━━━━━ Input data ━━━━━
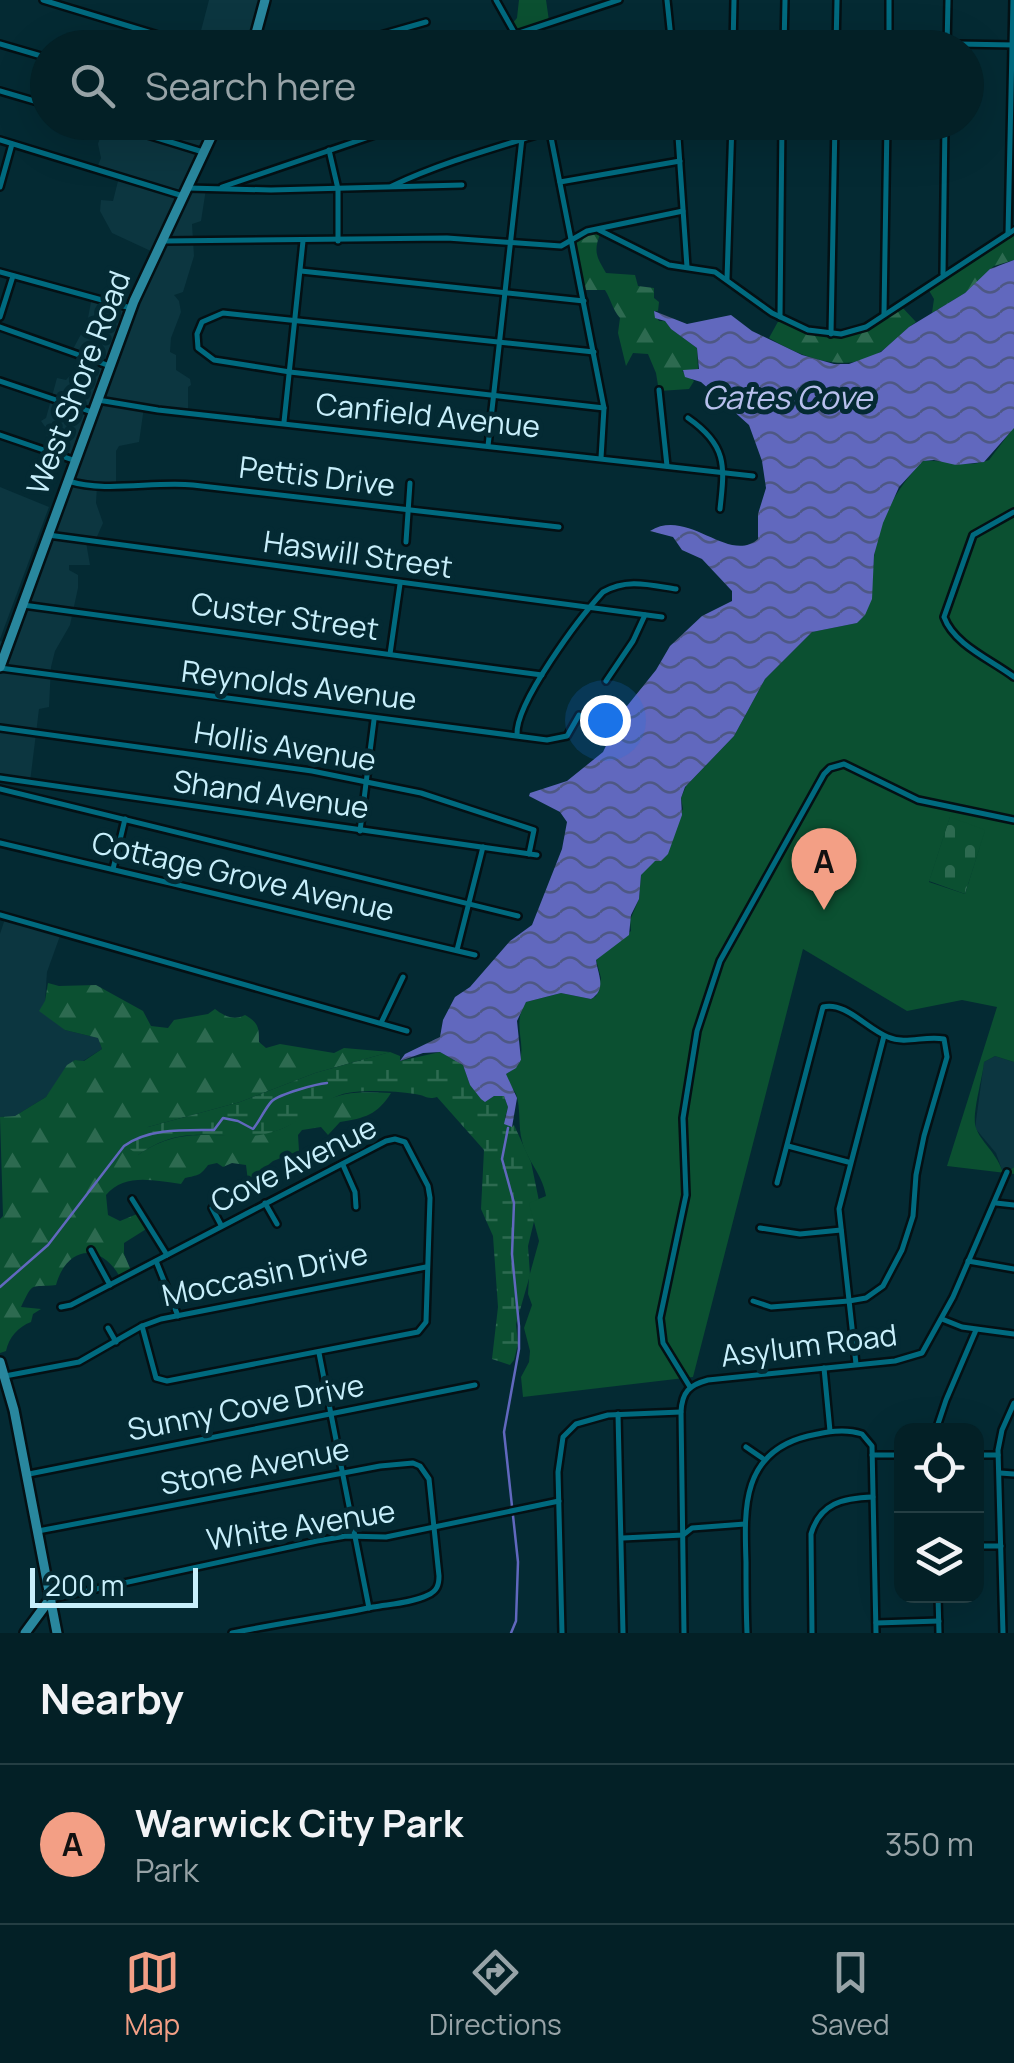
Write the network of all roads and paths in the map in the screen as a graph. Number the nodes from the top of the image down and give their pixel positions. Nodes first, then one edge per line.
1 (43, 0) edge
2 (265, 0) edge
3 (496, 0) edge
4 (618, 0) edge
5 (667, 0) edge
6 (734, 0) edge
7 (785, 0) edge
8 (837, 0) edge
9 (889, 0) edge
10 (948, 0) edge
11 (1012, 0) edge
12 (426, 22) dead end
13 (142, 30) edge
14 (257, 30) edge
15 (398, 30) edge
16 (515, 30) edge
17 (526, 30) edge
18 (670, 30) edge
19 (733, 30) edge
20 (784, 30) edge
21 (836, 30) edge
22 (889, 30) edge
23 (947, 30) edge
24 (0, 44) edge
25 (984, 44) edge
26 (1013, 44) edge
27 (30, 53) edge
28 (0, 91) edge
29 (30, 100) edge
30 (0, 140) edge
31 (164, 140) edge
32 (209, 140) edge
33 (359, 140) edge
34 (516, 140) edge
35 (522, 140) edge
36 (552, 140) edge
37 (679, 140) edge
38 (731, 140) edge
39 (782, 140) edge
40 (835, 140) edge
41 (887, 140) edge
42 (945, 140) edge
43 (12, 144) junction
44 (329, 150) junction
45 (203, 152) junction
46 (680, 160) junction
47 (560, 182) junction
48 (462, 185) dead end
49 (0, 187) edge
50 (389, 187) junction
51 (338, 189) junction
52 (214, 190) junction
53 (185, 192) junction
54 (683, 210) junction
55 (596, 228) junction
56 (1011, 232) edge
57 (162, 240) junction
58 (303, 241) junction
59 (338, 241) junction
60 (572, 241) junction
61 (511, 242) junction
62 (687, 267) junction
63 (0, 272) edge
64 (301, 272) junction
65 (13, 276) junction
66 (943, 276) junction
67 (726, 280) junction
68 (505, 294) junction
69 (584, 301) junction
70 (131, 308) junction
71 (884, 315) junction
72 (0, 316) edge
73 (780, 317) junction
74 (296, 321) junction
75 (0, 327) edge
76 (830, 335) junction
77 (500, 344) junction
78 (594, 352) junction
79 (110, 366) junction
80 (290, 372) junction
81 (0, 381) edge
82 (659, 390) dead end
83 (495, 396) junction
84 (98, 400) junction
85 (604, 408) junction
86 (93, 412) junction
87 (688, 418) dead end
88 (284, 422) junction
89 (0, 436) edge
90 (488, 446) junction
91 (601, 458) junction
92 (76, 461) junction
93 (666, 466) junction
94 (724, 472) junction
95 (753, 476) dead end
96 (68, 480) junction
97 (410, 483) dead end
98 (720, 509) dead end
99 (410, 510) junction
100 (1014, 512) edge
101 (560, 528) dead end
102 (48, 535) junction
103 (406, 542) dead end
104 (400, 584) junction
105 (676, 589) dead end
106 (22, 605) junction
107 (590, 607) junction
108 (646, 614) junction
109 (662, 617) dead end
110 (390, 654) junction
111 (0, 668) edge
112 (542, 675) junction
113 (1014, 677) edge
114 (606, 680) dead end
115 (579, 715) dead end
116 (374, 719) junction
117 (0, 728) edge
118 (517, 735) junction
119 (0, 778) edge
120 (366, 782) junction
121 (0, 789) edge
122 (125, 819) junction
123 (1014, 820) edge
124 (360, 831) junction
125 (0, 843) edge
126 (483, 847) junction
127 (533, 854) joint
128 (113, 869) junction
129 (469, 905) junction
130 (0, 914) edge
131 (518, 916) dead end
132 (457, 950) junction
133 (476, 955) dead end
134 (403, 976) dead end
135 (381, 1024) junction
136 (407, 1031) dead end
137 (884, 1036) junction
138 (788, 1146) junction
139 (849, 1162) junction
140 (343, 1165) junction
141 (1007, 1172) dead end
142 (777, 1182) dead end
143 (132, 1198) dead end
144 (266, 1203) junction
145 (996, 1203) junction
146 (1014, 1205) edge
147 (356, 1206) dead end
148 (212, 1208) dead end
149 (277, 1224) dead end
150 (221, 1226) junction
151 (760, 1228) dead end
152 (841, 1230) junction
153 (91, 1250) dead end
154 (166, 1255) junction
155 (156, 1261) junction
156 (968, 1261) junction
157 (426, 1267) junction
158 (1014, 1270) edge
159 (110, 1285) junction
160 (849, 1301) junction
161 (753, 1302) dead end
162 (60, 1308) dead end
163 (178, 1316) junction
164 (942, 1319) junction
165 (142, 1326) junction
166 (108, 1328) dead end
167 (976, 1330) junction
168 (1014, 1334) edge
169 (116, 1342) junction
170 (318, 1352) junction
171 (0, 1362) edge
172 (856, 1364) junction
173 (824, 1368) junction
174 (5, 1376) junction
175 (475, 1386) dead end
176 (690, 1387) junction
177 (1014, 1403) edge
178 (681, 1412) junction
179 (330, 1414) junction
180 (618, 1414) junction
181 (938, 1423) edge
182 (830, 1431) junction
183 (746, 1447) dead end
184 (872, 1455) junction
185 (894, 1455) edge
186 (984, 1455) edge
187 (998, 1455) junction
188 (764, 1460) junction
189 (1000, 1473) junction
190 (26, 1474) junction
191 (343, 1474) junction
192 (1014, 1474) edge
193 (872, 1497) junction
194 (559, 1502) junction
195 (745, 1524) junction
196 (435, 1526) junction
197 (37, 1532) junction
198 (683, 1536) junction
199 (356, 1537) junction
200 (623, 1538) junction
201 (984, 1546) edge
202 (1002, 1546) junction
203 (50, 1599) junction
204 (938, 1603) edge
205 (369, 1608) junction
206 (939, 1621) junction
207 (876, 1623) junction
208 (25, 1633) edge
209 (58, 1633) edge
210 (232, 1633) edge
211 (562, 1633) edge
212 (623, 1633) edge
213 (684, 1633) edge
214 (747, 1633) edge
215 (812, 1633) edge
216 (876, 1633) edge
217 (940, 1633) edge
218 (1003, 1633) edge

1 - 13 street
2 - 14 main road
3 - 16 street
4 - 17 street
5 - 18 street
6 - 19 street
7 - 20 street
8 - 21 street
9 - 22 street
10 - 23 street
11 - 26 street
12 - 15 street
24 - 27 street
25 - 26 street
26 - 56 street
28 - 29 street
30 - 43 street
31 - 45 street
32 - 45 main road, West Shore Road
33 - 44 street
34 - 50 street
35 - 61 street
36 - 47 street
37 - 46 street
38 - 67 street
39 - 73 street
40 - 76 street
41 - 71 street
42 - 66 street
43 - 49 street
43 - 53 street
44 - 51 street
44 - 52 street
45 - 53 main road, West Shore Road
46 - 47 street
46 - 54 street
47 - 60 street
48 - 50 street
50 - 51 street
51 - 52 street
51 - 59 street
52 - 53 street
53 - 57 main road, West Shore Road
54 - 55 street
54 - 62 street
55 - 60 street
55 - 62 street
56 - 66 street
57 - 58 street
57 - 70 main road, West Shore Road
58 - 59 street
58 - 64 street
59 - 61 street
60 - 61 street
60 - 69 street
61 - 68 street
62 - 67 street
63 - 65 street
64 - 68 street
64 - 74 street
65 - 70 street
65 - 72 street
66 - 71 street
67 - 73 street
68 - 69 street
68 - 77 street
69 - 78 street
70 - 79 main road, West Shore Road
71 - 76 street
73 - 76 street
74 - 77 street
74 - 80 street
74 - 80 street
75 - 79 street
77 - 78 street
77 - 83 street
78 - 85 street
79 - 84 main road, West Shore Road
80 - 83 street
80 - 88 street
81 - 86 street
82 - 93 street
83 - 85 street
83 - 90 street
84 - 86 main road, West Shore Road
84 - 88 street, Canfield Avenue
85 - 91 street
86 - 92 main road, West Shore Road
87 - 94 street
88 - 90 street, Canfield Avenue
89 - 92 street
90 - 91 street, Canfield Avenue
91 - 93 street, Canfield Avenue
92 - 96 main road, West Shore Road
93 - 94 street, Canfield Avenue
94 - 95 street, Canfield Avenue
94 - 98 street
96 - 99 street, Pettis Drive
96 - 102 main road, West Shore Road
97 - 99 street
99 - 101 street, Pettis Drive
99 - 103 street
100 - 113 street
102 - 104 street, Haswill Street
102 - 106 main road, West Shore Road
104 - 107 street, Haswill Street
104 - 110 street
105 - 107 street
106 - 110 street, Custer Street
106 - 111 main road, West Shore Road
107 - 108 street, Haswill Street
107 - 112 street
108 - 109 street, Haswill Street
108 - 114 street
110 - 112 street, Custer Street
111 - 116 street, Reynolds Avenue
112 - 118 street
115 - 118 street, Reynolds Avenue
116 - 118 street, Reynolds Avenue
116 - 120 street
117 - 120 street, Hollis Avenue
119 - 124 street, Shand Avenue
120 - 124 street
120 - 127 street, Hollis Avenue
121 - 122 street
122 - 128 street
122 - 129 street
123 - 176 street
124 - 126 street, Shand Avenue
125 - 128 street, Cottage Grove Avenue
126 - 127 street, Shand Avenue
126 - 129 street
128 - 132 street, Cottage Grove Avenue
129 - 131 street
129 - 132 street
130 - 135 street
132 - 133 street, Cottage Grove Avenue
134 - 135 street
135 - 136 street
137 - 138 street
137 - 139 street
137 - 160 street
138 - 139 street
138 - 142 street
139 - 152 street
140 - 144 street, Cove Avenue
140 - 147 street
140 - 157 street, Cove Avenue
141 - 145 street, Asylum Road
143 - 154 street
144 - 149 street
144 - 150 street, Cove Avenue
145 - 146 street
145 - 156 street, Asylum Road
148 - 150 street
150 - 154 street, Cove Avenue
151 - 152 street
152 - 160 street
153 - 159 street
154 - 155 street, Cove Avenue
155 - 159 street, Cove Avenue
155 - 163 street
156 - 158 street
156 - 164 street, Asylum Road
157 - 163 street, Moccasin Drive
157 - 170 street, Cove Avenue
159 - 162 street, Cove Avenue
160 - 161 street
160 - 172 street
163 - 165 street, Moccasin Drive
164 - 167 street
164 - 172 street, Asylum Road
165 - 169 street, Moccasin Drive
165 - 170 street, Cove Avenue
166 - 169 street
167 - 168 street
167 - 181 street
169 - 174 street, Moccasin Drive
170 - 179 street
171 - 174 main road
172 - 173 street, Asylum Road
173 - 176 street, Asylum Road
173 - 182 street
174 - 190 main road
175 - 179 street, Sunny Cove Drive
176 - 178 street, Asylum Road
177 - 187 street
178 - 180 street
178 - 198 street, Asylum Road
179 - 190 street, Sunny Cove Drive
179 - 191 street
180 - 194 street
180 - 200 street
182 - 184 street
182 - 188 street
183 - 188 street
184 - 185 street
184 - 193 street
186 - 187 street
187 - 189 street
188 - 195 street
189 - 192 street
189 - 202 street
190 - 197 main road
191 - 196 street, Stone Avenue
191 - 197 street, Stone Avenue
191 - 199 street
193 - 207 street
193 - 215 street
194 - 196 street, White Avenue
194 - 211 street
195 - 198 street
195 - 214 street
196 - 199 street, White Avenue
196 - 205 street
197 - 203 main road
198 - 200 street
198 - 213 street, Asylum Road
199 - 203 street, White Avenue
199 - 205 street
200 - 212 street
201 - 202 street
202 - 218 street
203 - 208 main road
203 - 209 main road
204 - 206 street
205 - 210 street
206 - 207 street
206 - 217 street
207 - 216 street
━━━━━
Filtering the entries above by the word "Drive", copy each line that matches.

96 - 99 street, Pettis Drive
99 - 101 street, Pettis Drive
157 - 163 street, Moccasin Drive
163 - 165 street, Moccasin Drive
165 - 169 street, Moccasin Drive
169 - 174 street, Moccasin Drive
175 - 179 street, Sunny Cove Drive
179 - 190 street, Sunny Cove Drive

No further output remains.